»»

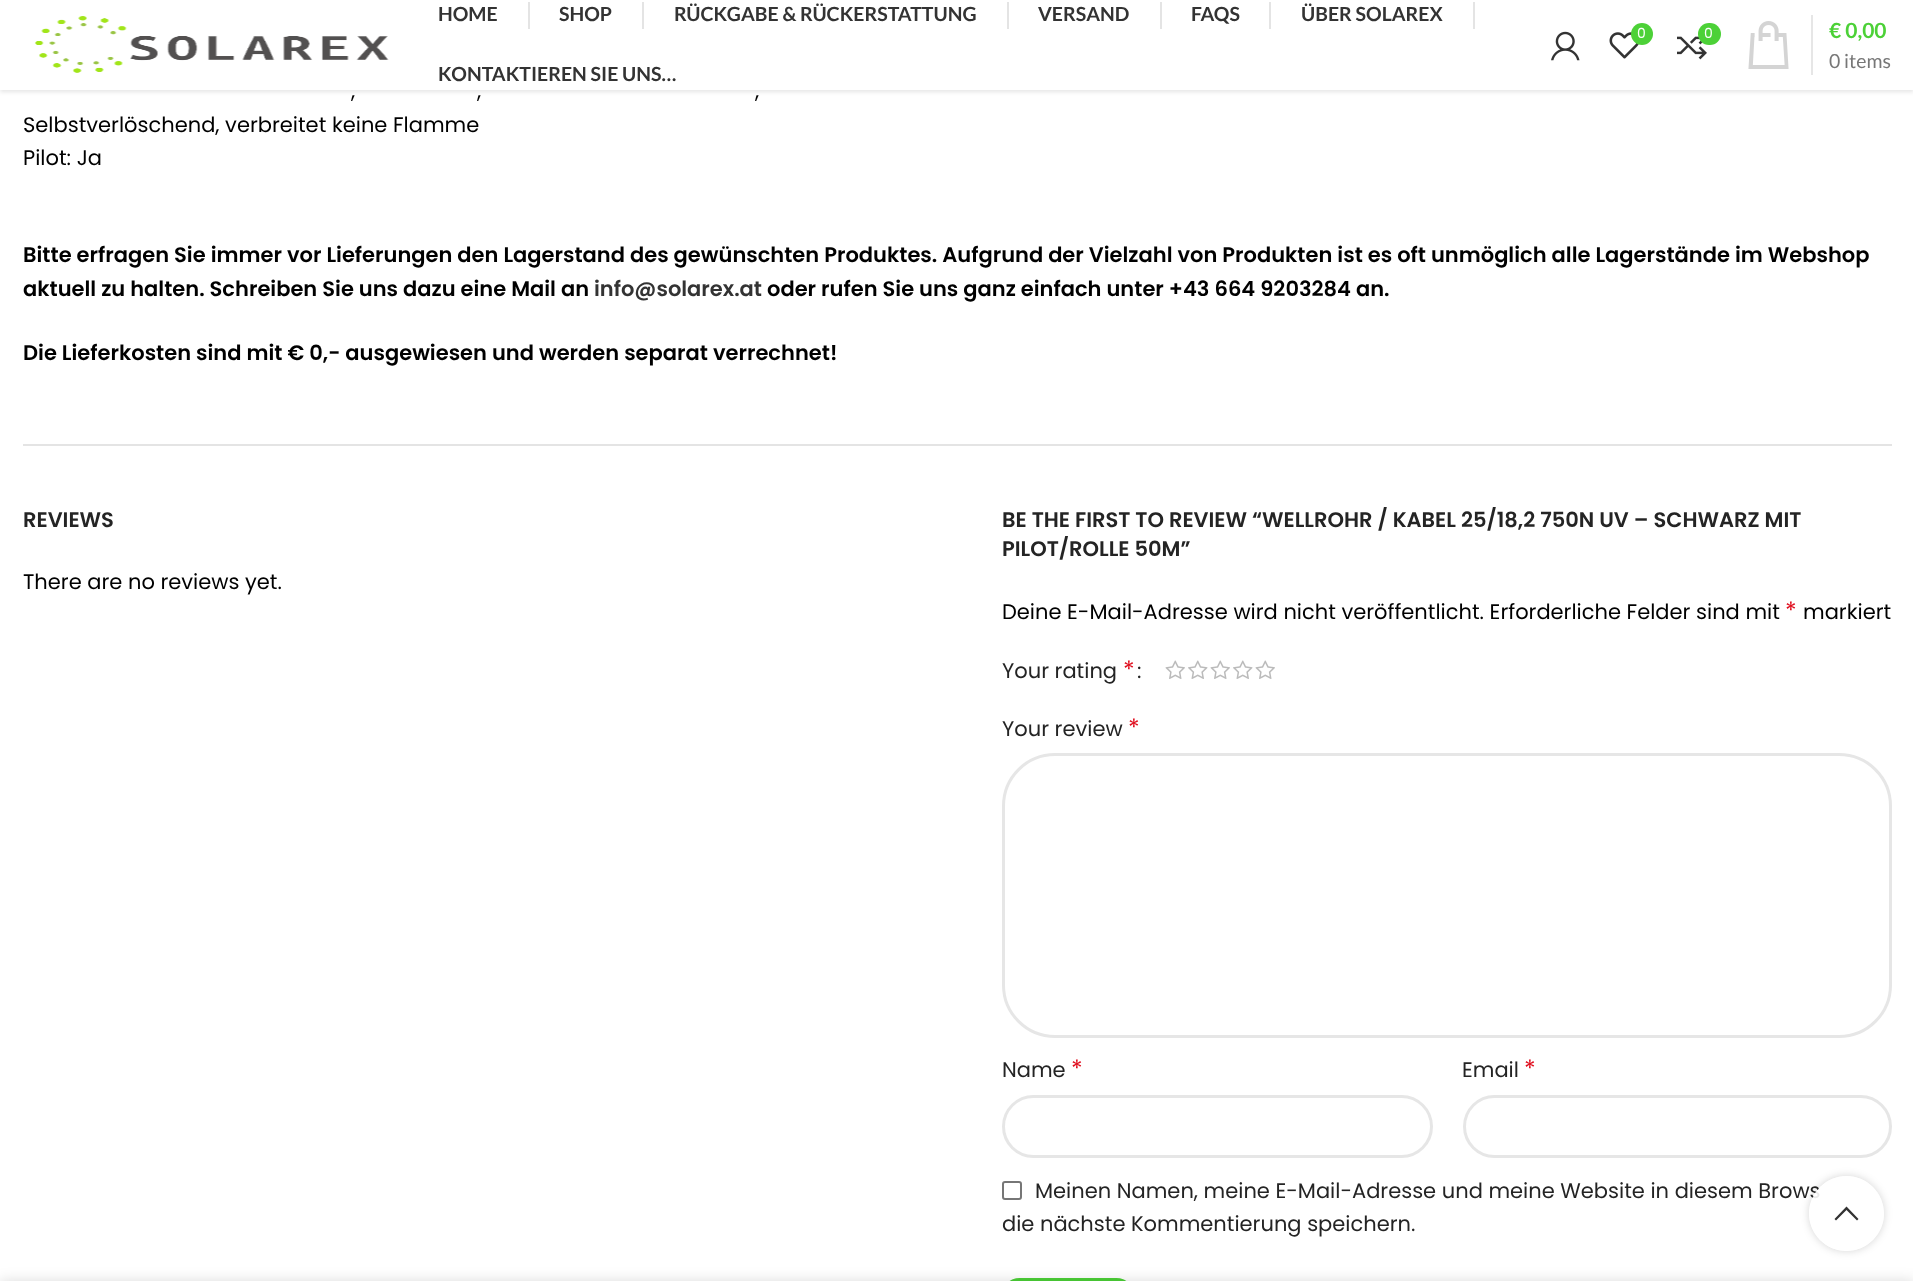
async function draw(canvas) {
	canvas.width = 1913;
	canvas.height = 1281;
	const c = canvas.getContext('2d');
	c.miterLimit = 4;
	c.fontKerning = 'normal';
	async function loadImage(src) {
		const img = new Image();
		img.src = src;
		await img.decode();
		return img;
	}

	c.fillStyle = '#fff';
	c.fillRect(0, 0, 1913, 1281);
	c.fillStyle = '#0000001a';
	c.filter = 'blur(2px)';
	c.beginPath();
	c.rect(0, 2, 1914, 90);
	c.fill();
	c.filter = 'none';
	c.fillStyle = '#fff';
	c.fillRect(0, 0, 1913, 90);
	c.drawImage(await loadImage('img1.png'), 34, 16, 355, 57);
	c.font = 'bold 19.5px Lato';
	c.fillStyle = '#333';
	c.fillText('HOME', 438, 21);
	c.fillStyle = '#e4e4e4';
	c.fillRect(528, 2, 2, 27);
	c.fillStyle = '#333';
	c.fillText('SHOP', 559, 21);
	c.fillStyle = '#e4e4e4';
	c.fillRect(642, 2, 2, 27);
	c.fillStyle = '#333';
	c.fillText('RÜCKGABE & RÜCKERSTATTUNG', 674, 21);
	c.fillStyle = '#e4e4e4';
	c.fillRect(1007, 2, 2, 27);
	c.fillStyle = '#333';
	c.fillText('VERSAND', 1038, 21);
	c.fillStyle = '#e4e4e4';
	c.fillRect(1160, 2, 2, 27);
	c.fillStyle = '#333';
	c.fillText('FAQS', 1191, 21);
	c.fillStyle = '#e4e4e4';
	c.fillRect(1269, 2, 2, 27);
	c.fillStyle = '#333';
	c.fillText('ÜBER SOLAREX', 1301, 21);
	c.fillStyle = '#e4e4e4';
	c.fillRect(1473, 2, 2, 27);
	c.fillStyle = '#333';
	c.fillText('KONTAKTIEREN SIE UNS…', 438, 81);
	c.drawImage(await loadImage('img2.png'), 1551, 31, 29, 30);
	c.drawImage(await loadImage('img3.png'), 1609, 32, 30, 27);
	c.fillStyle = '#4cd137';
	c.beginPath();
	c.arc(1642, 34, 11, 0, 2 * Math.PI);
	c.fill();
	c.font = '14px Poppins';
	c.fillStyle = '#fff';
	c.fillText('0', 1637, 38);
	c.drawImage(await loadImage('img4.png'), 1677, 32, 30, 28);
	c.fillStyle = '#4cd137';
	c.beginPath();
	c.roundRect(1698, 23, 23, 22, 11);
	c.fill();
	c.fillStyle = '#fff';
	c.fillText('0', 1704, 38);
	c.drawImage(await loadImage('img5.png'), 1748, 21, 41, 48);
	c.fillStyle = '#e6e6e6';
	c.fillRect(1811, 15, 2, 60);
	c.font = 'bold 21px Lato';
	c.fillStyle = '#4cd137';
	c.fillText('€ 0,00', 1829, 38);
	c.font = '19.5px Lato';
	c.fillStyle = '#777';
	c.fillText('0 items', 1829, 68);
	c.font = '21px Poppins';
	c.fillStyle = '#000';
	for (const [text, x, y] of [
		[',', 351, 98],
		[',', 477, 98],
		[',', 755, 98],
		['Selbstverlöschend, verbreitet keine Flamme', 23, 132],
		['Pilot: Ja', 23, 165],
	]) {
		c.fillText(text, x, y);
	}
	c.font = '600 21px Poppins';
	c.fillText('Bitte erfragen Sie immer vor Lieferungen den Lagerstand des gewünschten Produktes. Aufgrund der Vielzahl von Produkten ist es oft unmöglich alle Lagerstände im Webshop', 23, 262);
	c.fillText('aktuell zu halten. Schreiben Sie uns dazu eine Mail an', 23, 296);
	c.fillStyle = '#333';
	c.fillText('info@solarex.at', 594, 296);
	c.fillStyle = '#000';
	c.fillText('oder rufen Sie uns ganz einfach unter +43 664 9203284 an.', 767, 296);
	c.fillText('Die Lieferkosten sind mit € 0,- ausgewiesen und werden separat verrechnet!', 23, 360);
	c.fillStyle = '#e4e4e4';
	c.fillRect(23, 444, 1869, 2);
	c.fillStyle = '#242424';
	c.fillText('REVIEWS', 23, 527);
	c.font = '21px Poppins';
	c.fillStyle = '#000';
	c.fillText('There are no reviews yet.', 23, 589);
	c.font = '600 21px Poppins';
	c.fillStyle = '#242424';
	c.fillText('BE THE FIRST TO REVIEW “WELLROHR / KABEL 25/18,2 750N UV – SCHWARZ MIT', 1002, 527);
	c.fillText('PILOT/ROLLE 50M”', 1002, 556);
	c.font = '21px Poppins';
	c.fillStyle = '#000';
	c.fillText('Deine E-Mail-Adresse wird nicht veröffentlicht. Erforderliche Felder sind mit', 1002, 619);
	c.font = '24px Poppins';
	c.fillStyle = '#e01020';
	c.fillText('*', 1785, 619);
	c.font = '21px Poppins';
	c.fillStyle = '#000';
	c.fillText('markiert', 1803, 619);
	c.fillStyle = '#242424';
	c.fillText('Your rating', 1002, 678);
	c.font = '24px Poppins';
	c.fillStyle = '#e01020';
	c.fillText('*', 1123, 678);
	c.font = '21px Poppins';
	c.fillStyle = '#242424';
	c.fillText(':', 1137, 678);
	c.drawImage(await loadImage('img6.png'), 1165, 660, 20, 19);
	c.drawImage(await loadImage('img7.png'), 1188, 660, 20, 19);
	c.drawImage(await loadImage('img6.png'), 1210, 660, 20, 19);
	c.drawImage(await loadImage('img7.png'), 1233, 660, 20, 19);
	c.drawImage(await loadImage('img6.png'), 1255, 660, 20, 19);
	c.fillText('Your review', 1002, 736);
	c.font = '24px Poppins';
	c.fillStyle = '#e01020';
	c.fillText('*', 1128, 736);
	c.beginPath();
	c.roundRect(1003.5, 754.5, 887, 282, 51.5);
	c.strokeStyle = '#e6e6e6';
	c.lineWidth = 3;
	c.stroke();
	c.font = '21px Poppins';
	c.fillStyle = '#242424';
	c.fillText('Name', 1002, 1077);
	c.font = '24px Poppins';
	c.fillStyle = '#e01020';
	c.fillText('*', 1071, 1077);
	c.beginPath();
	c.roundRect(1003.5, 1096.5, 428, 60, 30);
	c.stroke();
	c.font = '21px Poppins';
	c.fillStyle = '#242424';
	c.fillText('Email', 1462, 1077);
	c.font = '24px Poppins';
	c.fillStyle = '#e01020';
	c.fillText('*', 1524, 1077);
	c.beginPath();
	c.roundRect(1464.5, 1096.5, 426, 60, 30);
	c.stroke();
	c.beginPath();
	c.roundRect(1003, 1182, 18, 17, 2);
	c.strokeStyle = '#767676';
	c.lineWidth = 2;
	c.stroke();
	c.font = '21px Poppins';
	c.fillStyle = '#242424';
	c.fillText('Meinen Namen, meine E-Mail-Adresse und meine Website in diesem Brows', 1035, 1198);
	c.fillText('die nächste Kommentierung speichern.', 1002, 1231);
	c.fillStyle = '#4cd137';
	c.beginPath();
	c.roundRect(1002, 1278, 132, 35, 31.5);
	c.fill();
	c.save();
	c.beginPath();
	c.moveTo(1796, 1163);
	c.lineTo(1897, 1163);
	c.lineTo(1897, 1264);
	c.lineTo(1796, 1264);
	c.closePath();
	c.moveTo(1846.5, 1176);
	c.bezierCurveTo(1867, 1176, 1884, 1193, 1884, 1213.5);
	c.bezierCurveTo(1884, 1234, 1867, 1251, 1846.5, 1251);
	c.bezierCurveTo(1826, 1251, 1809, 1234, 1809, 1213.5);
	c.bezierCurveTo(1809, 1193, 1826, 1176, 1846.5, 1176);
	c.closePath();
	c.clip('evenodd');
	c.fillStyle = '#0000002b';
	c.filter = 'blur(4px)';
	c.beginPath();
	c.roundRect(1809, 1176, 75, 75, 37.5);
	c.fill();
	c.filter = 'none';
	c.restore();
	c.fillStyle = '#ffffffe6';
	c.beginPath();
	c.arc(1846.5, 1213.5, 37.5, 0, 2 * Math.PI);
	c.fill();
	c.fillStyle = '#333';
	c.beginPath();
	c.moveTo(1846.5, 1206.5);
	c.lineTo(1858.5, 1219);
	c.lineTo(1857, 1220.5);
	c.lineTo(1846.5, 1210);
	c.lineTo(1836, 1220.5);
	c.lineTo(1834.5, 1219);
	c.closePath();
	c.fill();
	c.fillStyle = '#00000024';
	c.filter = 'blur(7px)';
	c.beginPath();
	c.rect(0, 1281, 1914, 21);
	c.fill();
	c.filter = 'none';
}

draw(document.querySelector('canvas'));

««

--- Assignment ---
Each line from the one that contains "c.lineTo(1836, 1220.5);" through the end of the material above should be returned exactly, and nothing else.

--- Answer to the exercise ---
	c.lineTo(1836, 1220.5);
	c.lineTo(1834.5, 1219);
	c.closePath();
	c.fill();
	c.fillStyle = '#00000024';
	c.filter = 'blur(7px)';
	c.beginPath();
	c.rect(0, 1281, 1914, 21);
	c.fill();
	c.filter = 'none';
}

draw(document.querySelector('canvas'));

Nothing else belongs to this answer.